### Prompt
Among the records below, find each line bearing the word "Sokak" and copy it.

(Stored items)
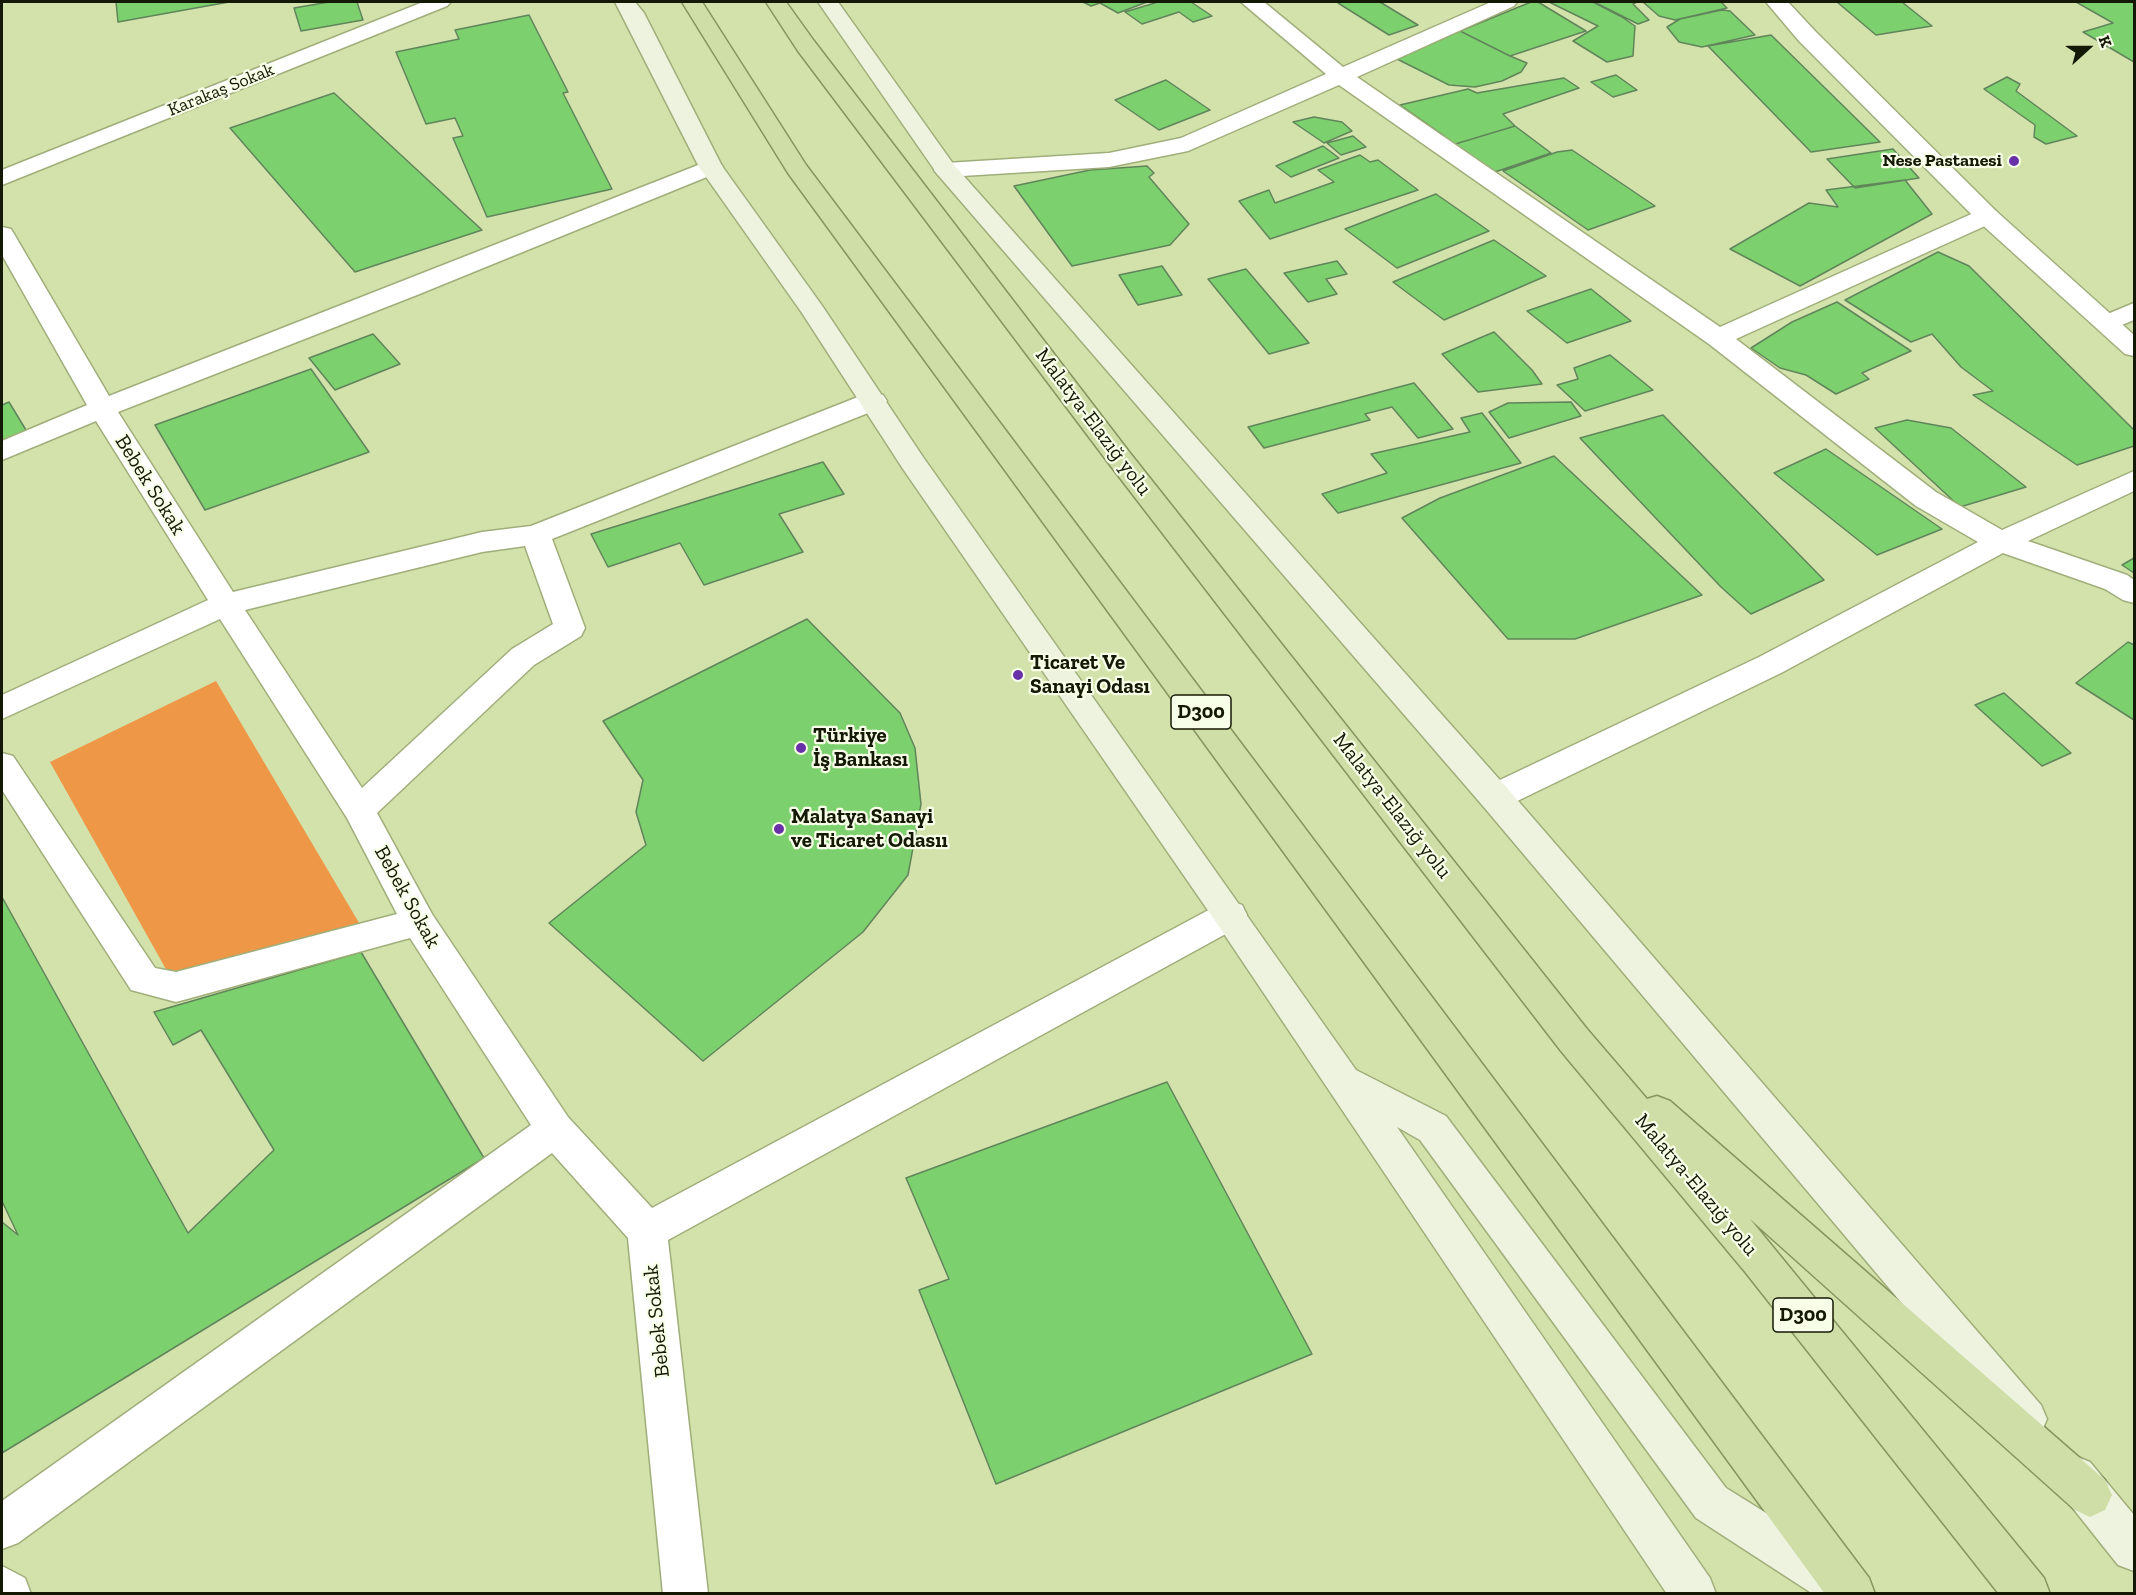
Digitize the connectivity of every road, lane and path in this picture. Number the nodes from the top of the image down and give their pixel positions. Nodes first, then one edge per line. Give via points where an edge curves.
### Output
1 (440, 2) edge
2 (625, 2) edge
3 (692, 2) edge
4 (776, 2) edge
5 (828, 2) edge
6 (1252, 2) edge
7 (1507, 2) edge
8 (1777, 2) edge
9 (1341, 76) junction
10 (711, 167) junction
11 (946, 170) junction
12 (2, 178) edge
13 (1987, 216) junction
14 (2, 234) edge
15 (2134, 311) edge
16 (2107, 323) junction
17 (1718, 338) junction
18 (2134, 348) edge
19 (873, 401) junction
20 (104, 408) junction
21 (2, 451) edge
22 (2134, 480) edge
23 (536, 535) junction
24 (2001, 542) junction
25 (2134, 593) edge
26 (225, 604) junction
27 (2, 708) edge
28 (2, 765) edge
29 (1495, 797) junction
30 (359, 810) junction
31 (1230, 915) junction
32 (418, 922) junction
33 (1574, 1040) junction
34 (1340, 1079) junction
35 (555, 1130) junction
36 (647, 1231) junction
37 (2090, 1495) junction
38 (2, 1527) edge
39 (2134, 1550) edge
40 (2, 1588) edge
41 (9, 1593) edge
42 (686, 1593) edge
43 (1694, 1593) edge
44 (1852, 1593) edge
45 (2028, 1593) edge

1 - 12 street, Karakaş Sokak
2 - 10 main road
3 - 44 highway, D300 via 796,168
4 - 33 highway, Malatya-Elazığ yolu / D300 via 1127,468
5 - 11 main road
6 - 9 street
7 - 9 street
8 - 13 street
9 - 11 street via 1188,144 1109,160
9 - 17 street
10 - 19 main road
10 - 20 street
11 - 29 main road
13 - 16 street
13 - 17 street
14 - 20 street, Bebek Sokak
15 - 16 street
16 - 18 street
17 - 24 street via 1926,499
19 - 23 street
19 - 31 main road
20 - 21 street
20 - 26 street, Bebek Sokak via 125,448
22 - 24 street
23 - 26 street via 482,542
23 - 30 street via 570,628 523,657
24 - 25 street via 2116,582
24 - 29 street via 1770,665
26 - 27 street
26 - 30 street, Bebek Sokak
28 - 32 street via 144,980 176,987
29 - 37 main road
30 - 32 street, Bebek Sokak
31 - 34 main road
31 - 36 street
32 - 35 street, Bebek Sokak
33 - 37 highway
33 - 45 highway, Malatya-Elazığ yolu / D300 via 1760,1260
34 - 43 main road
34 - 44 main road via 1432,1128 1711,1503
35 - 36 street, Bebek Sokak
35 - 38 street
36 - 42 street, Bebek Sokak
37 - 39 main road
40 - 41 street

* * *

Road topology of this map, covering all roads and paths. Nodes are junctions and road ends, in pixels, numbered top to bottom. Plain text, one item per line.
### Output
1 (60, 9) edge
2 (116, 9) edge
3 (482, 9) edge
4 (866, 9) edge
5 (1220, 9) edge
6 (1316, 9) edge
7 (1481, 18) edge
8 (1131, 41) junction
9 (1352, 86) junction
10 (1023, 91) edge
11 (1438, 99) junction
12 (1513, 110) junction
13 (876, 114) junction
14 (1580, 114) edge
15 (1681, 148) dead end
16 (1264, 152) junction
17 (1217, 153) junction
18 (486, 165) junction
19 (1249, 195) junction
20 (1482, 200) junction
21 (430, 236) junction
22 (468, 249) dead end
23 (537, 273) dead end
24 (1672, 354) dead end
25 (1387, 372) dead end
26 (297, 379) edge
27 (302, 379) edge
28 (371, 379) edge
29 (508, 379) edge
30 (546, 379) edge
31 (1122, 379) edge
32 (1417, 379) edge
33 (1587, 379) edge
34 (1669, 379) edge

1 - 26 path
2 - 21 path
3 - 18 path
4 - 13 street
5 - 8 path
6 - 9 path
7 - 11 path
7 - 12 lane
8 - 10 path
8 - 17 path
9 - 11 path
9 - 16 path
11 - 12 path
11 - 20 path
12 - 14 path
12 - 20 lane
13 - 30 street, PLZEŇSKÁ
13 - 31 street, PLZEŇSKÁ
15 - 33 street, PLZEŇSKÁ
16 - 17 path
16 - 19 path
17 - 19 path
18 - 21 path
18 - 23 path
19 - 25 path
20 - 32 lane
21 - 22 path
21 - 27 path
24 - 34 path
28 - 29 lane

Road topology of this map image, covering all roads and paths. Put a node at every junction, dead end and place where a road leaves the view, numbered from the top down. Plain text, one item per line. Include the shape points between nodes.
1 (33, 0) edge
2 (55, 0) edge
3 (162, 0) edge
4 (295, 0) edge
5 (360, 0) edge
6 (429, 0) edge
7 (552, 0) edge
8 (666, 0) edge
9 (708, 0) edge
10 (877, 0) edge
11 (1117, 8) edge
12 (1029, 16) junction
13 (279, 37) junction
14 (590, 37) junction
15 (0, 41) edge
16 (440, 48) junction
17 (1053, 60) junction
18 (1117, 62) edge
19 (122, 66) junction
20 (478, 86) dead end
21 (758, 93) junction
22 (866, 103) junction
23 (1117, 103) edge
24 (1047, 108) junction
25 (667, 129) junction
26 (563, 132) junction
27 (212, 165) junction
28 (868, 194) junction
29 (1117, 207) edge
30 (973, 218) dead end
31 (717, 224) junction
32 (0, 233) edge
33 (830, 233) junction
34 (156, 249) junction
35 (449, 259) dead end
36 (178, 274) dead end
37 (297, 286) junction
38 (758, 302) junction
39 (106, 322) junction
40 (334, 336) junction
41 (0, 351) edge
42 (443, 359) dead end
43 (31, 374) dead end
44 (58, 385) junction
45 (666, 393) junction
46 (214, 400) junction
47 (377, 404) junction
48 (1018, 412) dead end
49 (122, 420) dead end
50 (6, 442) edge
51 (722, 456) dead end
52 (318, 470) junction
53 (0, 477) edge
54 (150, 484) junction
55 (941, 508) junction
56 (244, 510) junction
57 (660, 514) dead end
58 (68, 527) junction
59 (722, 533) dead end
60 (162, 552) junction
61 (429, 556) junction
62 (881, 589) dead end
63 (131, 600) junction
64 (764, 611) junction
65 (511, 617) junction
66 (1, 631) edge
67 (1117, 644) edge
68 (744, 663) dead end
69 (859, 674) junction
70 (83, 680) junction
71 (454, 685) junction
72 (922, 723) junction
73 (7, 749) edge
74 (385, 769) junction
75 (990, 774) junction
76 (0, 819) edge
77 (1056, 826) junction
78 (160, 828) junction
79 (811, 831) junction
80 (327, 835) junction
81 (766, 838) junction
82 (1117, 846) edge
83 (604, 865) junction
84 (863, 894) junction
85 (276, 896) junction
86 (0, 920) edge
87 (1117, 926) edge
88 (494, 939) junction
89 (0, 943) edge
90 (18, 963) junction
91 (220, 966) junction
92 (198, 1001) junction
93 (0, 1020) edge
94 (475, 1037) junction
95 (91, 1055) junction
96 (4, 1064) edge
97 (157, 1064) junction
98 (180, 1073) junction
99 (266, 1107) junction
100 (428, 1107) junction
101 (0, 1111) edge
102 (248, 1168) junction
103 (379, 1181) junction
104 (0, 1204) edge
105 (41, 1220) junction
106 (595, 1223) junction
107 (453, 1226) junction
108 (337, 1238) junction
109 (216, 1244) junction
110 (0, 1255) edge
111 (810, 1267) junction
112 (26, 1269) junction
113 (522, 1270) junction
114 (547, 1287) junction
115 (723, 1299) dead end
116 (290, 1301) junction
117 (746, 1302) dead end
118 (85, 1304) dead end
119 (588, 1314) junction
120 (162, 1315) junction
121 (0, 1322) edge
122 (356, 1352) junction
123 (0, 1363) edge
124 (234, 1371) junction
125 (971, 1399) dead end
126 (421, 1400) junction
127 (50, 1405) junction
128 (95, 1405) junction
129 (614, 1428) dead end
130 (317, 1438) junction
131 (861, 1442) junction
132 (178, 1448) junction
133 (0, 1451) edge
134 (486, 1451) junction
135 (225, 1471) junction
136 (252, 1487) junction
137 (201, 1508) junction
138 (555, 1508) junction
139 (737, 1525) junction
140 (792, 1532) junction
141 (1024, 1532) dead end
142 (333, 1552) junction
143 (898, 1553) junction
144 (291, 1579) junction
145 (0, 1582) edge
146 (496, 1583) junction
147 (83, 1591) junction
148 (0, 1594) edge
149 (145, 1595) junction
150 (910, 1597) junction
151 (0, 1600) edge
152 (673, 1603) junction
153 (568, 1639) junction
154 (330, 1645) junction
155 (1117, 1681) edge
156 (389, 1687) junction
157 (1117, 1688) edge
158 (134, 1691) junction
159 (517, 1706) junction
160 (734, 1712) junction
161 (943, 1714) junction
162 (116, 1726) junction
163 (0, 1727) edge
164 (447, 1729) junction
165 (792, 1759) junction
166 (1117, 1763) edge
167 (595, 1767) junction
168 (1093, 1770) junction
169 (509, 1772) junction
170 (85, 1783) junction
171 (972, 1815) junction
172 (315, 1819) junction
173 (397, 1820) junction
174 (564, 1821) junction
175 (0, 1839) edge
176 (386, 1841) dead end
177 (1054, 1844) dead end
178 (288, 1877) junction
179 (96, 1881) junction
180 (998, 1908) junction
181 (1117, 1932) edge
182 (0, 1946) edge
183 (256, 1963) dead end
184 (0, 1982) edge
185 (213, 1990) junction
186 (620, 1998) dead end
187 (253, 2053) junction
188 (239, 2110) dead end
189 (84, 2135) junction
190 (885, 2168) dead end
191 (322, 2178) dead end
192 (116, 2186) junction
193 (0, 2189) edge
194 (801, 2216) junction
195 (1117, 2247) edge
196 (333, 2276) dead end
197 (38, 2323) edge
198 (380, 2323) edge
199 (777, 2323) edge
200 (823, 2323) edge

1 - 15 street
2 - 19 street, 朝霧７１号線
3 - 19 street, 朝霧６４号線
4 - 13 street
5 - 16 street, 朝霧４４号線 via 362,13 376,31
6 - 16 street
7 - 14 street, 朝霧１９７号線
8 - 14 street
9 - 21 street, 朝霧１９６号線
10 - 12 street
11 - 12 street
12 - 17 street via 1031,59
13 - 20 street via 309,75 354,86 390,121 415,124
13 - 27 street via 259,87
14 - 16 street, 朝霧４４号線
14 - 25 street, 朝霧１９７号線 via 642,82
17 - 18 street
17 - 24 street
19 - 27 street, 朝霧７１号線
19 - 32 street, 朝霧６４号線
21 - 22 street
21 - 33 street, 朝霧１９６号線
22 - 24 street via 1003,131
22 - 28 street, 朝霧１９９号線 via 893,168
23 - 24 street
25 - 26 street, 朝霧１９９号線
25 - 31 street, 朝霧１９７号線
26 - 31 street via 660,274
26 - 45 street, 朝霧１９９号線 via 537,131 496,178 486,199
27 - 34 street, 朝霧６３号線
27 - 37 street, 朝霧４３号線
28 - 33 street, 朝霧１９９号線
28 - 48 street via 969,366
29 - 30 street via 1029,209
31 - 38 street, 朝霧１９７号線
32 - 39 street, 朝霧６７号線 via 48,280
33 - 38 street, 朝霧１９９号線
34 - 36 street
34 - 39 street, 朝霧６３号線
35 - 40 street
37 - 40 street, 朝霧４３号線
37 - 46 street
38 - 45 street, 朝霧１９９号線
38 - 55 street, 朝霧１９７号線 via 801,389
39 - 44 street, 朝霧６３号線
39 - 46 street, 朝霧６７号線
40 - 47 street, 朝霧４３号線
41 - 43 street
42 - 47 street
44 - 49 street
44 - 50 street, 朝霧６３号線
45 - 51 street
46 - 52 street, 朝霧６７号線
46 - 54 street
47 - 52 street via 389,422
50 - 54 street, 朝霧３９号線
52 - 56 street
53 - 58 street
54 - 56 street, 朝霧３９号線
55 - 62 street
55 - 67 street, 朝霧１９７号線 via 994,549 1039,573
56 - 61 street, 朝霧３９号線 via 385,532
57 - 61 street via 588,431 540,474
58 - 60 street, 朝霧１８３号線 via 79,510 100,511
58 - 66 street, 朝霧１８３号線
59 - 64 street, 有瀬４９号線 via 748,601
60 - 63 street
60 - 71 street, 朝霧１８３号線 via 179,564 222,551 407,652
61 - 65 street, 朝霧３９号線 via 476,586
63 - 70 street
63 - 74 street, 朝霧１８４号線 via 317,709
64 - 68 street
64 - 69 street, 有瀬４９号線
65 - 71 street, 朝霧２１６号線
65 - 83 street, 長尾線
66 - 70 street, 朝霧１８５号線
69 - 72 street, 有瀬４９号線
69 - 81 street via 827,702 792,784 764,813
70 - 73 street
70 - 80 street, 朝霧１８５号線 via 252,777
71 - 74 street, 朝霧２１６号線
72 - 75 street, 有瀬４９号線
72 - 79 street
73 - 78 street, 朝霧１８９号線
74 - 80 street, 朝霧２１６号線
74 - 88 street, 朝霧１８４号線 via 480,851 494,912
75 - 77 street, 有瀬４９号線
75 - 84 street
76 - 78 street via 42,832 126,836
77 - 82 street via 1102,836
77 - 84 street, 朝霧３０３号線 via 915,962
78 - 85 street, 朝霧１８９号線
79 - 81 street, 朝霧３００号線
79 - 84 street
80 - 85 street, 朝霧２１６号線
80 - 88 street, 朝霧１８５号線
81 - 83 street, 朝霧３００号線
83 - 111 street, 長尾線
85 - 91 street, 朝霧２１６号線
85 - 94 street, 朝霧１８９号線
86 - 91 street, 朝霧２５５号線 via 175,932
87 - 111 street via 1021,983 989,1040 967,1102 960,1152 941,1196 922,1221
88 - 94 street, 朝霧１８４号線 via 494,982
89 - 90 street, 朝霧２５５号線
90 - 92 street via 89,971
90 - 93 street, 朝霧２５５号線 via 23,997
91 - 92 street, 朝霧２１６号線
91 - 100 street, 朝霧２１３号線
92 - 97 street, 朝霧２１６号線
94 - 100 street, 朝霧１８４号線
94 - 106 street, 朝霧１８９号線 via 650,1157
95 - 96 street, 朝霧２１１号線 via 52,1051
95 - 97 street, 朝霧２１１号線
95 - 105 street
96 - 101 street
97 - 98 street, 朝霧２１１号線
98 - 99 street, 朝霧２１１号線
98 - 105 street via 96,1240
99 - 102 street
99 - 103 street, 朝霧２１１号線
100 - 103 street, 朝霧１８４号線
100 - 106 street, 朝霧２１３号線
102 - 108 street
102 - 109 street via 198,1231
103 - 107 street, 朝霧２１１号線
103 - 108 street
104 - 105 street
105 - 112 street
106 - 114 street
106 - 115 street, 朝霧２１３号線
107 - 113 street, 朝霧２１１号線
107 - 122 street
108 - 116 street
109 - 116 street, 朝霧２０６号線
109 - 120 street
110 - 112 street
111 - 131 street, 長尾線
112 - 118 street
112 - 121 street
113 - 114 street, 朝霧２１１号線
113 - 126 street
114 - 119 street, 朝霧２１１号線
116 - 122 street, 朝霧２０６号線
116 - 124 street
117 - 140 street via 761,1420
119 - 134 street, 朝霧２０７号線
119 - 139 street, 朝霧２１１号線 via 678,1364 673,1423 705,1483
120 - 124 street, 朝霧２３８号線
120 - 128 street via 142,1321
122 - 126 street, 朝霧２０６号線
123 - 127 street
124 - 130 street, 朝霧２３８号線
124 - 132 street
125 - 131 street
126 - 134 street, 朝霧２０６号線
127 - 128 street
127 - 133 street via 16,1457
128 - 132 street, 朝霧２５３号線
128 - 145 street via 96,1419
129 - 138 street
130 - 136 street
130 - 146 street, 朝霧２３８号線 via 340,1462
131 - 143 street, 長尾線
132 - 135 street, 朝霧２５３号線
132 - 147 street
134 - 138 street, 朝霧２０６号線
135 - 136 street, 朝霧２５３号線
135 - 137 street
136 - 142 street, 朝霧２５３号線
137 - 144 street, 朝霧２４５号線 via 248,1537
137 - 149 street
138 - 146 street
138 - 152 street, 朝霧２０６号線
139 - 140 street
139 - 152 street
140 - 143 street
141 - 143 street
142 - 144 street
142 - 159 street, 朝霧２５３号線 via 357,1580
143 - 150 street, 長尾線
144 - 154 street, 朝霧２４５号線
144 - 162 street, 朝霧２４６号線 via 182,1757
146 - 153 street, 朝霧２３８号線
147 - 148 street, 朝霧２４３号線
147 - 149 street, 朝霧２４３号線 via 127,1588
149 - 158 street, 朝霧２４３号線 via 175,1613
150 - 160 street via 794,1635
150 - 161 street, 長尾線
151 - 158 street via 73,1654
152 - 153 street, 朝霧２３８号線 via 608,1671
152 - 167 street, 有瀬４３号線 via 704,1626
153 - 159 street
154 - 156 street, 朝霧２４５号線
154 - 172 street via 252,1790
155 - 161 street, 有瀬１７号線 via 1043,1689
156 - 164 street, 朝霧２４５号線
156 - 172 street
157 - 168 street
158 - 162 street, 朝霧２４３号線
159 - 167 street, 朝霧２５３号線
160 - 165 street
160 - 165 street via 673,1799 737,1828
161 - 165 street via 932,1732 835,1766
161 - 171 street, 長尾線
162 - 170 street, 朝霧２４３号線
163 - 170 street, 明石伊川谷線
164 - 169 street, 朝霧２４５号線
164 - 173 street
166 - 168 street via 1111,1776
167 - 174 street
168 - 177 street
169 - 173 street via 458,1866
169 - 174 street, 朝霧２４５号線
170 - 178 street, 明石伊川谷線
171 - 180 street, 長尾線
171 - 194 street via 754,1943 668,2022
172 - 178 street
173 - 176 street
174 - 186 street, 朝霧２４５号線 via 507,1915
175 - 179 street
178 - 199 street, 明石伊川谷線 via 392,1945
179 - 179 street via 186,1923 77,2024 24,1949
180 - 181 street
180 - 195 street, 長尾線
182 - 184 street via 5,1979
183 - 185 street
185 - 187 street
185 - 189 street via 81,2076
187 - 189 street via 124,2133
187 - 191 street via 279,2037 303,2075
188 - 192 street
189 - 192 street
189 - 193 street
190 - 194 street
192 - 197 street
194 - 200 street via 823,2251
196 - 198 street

### Task solution
1 - 12 street, Karakaş Sokak
14 - 20 street, Bebek Sokak
20 - 26 street, Bebek Sokak via 125,448
26 - 30 street, Bebek Sokak
30 - 32 street, Bebek Sokak
32 - 35 street, Bebek Sokak
35 - 36 street, Bebek Sokak
36 - 42 street, Bebek Sokak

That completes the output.